Josh Marshall summarizes what we’ve learned.
…the seemingly accidental redaction error in the Manafort legal filing combined with the news published mid-evening by The New York Times is one of the biggest revelations in more than two years of the Trump/Russia scandal. It’s bigger than the Trump Tower meeting in June 2016, though the two cases can’t be fully understood without reference to each other. Just as importantly, these new revelations combined with earlier reports effectively end the debate about whether there was ‘collusion’ between Russia and the Trump campaign during the 2016 election. There was. It wasn’t marginal. It was happening at the very top of the campaign.

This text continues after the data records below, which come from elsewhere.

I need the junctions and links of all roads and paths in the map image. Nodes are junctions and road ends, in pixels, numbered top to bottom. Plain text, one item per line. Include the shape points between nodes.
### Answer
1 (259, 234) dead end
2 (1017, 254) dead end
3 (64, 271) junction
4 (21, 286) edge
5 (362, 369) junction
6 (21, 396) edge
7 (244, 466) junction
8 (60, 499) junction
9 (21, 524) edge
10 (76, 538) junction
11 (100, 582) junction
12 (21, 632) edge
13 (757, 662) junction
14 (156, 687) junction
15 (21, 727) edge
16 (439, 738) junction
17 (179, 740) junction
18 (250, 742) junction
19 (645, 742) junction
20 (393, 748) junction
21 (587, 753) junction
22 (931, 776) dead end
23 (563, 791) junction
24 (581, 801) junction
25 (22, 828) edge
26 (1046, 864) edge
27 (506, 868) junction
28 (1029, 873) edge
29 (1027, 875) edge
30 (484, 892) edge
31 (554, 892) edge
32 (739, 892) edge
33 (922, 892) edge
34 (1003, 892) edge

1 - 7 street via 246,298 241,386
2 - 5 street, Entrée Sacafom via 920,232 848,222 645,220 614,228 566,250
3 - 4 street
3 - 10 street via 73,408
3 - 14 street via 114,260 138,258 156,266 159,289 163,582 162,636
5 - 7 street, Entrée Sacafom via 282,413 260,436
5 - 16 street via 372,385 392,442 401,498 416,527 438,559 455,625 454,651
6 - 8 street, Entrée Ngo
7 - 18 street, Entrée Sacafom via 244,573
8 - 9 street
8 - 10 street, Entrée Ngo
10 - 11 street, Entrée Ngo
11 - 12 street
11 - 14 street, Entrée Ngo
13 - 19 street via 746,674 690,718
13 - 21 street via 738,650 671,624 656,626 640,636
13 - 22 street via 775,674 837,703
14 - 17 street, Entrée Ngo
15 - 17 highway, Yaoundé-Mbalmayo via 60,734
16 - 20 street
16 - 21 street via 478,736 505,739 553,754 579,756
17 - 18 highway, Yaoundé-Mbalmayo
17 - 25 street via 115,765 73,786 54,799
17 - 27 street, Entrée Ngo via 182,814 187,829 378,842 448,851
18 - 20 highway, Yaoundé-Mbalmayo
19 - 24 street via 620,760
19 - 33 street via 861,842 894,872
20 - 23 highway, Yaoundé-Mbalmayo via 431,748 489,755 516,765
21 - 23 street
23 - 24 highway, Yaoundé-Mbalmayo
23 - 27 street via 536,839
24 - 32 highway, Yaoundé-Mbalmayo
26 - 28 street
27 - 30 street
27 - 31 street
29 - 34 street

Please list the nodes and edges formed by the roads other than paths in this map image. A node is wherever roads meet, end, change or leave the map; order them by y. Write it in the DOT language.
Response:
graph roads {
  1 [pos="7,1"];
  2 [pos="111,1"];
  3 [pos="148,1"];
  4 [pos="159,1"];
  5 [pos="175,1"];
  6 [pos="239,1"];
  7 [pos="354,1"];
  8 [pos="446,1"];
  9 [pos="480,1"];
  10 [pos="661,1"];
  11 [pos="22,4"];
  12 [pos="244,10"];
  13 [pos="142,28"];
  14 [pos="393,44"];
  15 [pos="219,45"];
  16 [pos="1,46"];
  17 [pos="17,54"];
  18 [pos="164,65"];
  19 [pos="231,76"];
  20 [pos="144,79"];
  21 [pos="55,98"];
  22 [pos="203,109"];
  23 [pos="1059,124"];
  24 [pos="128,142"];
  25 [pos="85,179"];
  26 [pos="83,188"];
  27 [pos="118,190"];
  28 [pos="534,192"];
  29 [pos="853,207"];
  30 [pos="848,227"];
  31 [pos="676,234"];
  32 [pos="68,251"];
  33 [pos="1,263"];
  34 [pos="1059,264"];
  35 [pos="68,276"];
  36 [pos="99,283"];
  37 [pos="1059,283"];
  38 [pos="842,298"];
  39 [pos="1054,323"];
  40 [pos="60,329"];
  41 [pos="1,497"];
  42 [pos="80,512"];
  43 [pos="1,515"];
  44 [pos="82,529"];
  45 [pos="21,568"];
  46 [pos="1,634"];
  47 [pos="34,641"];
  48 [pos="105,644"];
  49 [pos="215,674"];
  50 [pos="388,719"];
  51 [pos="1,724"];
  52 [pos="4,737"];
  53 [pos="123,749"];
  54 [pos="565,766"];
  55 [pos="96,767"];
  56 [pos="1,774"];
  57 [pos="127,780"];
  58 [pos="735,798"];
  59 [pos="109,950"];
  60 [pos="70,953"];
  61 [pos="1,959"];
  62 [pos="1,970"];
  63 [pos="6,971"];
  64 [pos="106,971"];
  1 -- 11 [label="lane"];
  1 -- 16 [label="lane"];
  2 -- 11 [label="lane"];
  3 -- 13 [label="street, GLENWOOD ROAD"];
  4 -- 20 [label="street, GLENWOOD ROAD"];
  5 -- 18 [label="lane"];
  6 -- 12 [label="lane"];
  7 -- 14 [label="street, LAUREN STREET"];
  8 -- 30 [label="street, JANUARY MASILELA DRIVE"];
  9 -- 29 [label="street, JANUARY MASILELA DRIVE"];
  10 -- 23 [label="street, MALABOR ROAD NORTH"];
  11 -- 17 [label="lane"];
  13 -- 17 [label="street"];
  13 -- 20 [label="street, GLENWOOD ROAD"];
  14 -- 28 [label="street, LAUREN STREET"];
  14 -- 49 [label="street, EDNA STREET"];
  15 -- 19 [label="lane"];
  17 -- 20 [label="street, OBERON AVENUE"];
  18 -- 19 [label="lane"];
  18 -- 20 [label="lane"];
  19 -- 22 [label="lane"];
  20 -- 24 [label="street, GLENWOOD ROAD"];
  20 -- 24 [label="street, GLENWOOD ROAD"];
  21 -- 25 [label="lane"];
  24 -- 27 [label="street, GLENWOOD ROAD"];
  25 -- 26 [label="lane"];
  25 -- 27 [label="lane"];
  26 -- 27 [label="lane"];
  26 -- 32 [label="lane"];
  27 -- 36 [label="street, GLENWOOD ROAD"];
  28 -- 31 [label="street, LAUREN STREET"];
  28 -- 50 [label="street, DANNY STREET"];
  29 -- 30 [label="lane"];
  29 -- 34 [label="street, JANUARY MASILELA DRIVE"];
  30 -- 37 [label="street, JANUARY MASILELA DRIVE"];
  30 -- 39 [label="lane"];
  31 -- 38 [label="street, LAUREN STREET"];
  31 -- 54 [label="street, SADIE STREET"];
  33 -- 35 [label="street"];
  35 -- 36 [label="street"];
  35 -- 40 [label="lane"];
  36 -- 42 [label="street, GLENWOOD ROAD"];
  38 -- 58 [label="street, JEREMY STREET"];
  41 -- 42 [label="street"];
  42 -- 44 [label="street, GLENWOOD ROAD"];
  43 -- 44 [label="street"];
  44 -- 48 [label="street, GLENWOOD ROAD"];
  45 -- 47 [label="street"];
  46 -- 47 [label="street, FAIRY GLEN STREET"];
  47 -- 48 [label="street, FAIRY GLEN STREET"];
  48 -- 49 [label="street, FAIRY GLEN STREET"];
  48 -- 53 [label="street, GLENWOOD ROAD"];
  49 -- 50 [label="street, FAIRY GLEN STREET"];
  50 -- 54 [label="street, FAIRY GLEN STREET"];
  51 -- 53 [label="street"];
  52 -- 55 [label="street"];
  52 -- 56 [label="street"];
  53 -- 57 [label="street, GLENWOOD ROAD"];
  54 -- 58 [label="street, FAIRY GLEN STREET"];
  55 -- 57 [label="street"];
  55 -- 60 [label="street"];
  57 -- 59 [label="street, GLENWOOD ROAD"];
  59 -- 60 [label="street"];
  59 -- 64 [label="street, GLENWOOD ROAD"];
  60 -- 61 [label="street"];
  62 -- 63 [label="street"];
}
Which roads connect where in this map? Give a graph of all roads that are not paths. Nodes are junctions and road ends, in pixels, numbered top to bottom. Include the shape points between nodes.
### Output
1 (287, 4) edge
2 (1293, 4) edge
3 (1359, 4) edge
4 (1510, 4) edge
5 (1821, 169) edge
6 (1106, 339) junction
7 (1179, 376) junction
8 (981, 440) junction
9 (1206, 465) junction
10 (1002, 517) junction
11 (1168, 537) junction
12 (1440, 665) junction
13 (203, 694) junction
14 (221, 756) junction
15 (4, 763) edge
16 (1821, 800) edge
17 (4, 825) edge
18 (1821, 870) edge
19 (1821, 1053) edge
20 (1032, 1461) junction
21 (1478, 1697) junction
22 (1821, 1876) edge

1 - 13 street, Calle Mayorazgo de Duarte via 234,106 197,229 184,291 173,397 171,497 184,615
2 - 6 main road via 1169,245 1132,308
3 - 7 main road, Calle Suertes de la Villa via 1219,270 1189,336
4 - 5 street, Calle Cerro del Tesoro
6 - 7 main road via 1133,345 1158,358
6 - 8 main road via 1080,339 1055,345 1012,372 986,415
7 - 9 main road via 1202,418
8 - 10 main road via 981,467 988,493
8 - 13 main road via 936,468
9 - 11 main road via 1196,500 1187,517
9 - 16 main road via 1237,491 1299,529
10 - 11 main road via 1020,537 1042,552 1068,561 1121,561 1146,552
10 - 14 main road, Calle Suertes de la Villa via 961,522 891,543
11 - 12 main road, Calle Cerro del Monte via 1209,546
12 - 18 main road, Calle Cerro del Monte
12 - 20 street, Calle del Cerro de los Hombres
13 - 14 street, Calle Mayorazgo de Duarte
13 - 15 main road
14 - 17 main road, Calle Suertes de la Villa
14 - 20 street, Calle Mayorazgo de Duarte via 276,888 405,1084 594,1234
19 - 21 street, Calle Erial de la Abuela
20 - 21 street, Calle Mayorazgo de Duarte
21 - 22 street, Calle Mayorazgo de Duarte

The campaign manager was secretly funneling campaign data and information to a Russian oligarch closely tied to Russian President Vladimir Putin, someone who had no possible use for such information other than to use it in the Russian efforts to get Donald Trump elected President.Let’s review the key details
Source: The ‘Collusion’ Debate Ended Last Night – Talking Points Memo
There are no innocent explanations for why you would share these data. Internal polling data is the life’s blood of a campaign organization. It’s used primarily to craft messages and target outreach, and it’s always extraordinary closely held within the campaign. Even just knowing when and where an organization is polling is kept as secret as possible, since you can usually extrapolation from that to campaign strategy even without the data itself. So for Gates and Manafort to give this to Team Russia while Team Russia was attacking our electoral system…..
It all happened. That’s the conspiracy, not this effort to expose the truth. It all happened.